(Record excerpts begins)

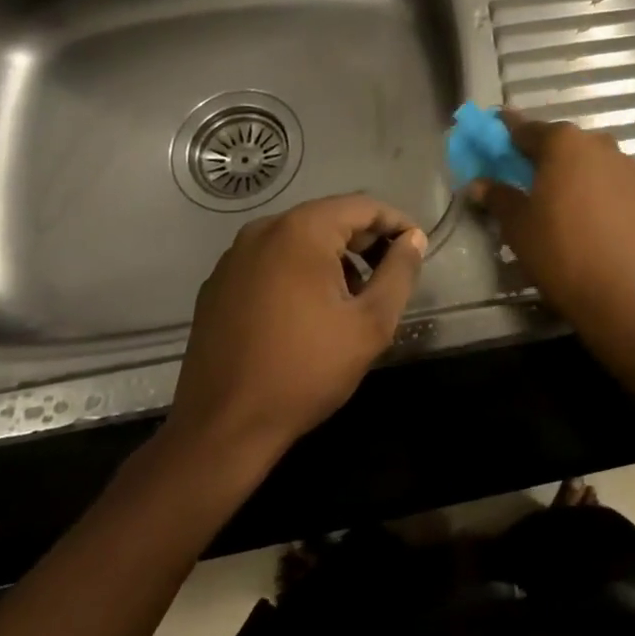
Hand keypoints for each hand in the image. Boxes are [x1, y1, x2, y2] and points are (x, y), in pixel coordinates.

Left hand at [160, 195, 426, 475]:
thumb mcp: (370, 323)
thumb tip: (413, 240)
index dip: (397, 224)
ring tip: (354, 297)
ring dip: (334, 256)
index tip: (416, 250)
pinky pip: (272, 260)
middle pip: (329, 217)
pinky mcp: (219, 284)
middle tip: (391, 275)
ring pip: (300, 238)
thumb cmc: (305, 371)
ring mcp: (234, 257)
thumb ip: (400, 272)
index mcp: (301, 231)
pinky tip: (310, 311)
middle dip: (366, 241)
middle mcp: (263, 230)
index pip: (363, 206)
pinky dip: (300, 271)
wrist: (222, 429)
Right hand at [474, 115, 634, 325]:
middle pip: (568, 145)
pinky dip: (611, 200)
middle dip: (550, 158)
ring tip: (573, 211)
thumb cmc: (562, 253)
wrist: (630, 294)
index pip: (528, 130)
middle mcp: (602, 146)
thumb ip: (499, 198)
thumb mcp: (518, 228)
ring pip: (600, 166)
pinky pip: (624, 190)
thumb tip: (479, 184)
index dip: (509, 133)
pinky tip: (606, 229)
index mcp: (564, 144)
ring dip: (584, 179)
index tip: (499, 132)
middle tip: (535, 182)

(Record excerpts ends)

About this exercise: Print the lines of the entries, exactly, from the one containing "thumb cmc: (562, 253)" down to the final line, and leave out all the others.

Output for this exercise:
thumb cmc: (562, 253)
wrist: (630, 294)
index pip: (528, 130)
middle mcp: (602, 146)
thumb ip: (499, 198)
thumb mcp: (518, 228)
ring pip: (600, 166)
pinky pip: (624, 190)
thumb tip: (479, 184)
index dip: (509, 133)
pinky tip: (606, 229)
index mcp: (564, 144)
ring dip: (584, 179)
index tip: (499, 132)
middle tip: (535, 182)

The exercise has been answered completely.